Medical Errors in Europe: Breaking Barriers and Strengthening Reporting Systems
The World Patients Alliance (WPA), in collaboration with the European Patient Safety Foundation (EUPSF), organized a webinar titled “Medical Errors in Europe: Breaking Barriers and Strengthening Reporting Systems” on March 20, 2025. The webinar brought together patient advocates, expert and healthcare professionals from across Europe to explore the persistent issue of medical errors, share innovative practices, and advocate for systemic reforms in reporting and learning mechanisms.
The webinar was made accessible through AI-powered simultaneous translation in over 50 languages.
Welcome and Opening Remarks:
The webinar began with a welcome address by Hussain Jafri, CEO of the WPA. He highlighted the urgent need to tackle medical errors, not as isolated incidents but as indicators of deeper systemic issues. Hussain then introduced the webinar moderator, Helen Haskell, Chair, WPA Patient Safety & Quality Council, who outlined the key objectives of the session:
Key Objectives of the Webinar:
• Highlighting the scale and impact of medical errors across Europe and the urgency for reform.

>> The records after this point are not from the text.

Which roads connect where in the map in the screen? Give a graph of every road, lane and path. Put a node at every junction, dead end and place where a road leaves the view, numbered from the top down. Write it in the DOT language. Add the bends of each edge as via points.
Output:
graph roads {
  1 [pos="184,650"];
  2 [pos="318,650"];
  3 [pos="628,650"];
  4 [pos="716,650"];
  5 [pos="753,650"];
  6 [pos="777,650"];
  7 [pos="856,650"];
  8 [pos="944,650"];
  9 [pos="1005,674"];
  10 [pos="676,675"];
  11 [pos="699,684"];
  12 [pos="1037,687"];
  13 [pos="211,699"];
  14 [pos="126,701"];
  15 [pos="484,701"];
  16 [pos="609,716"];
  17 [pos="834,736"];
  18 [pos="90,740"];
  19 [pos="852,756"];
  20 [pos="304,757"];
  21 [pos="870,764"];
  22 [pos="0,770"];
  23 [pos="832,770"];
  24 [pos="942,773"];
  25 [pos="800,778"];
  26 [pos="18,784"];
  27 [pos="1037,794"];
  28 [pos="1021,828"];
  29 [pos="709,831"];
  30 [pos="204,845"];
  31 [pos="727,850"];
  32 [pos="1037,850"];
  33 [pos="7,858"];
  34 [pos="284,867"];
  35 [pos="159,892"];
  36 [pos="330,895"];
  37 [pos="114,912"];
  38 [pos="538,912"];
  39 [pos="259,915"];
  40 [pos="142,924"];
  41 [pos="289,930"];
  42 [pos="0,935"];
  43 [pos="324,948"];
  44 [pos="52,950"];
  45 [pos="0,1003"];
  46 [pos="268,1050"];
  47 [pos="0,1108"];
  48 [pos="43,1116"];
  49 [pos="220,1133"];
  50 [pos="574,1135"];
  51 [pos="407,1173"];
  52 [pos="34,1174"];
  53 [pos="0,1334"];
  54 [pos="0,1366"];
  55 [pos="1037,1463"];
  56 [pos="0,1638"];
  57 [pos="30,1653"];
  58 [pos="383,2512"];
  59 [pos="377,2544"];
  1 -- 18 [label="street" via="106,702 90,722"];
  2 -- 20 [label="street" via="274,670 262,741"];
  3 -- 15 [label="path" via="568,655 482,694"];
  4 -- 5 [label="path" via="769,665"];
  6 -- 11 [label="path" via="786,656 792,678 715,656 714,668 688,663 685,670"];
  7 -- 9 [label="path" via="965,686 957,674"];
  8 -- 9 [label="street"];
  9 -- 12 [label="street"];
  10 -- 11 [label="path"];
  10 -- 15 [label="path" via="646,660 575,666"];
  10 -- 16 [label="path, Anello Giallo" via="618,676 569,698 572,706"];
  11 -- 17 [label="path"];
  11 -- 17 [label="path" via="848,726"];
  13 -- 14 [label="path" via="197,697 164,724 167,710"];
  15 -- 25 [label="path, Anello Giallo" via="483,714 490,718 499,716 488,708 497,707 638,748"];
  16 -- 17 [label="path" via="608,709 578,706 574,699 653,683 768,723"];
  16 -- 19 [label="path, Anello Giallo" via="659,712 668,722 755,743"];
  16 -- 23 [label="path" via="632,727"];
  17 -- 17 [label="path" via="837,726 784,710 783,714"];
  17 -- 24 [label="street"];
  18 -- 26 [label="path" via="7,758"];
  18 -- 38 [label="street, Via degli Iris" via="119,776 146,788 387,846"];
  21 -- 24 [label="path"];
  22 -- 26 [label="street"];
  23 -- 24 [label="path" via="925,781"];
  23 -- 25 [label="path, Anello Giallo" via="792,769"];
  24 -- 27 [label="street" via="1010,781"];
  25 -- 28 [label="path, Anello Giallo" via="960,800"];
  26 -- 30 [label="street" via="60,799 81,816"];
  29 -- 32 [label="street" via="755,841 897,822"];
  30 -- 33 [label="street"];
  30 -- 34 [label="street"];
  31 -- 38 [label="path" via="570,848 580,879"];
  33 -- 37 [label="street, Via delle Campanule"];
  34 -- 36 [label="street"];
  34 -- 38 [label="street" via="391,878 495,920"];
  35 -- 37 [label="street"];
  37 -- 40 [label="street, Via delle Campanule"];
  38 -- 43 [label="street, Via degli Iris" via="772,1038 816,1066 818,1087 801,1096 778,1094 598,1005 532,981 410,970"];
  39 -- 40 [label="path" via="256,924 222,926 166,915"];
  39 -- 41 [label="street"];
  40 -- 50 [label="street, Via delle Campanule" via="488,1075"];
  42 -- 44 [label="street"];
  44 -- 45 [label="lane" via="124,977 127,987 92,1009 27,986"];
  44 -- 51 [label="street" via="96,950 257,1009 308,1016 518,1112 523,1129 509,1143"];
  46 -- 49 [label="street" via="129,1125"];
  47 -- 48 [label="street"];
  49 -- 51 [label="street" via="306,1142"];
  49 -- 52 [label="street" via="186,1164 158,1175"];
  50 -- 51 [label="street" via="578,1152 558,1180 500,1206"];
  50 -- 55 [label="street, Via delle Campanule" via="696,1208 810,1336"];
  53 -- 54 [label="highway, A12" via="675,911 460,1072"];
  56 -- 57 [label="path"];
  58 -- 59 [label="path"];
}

• Encouraging non-punitive, transparent reporting cultures within healthcare systems.
• Empowering patient organizations and individuals to engage in safety improvement initiatives.
Key Presentations
Overview of Medical Errors and Patient Safety Culture in Europe
Katherine de Bienassis and Dr. David Kelly from the OECD analyzed medical errors in Europe, noting that 1 in 10 hospitalizations involve safety failures, consuming 15% of hospital expenditures. They highlighted the widespread impact of misdiagnosis and delays, citing OECD surveys where 30% of patients reported harm. Key findings included misdiagnosis trends in cancer, mental health, and adult ADHD. They stressed integrating patient-reported outcomes into safety frameworks to rebuild trust in healthcare.
Unlocking the Potential of Medical Error Reporting
Prof. Sven Staender, University of Zurich discussed shifting from blame-based to learning-based healthcare cultures, emphasizing the Swiss Cheese Model, where errors stem from system failures, not individuals. Citing anaesthesia safety and the Helsinki Declaration, he stressed incident reporting as a learning tool, requiring leadership support and follow-ups. He highlighted the shift from Safety-I (failure-focused) to Safety-II (success-focused), urging healthcare to learn from both mistakes and achievements.
Panel Discussion and Q&A
The panel discussion brought together the diverse voices of all speakers. Key discussion areas included:
Synnøve Serigstad from UKOM highlighted Norway’s non-punitive, learning-focused patient safety model, which avoids blaming individuals and instead drives systemic improvement through root cause analysis and peer reviews.
Anupoma Haque stressed the need to address medical errors beyond hospitals, particularly in home-based and long-term care, advocating for inclusive safety policies.
Jolanta Bilińska shared her journey from journalism to healthcare reform, emphasizing how public concern and advocacy in Poland led to stronger patient-centered policies.
Key points included building trust for transparent reporting, integrating home-based error tracking, and using AI for diagnostics. The session reinforced that meaningful change requires collective responsibility and investment in safety infrastructure.
Key Takeaways and Recommendations
1. Education and Awareness:
Patients and caregivers must be equipped with knowledge about medical errors and reporting systems to advocate for safe and appropriate care.
2. Policy Advocacy:
Government policies must support the development and implementation of transparent, non-punitive error reporting systems across all care settings.
3. Collaboration:
Stronger partnerships between patient organizations, healthcare professionals, researchers, and policymakers are vital to strengthening patient safety frameworks.
4. Sustainability and Funding:
Efforts should be made to secure sustained funding for patient safety infrastructure, training, and support programs, especially in under-resourced regions.
Mirka Cikkelova, General Secretary of EUPSF, emphasized the need to recognize patients as partners, support patient organizations, and promote a no-blame learning approach through independent investigative bodies. She highlighted that investing in patient safety and quality care is key to building resilience and restoring trust in healthcare, especially during crises. She also stressed the importance of ongoing collaboration and thanked the speakers, panelists, moderator, and participants for their contributions.
Conclusion
The webinar underscored the urgent need for cultural and structural reform in medical error reporting across Europe. By learning from international best practices and fostering patient-cantered solutions, healthcare systems can become safer, more accountable, and transparent. The WPA and its partners remain committed to championing patient safety and amplifying the voice of patients in every policy conversation.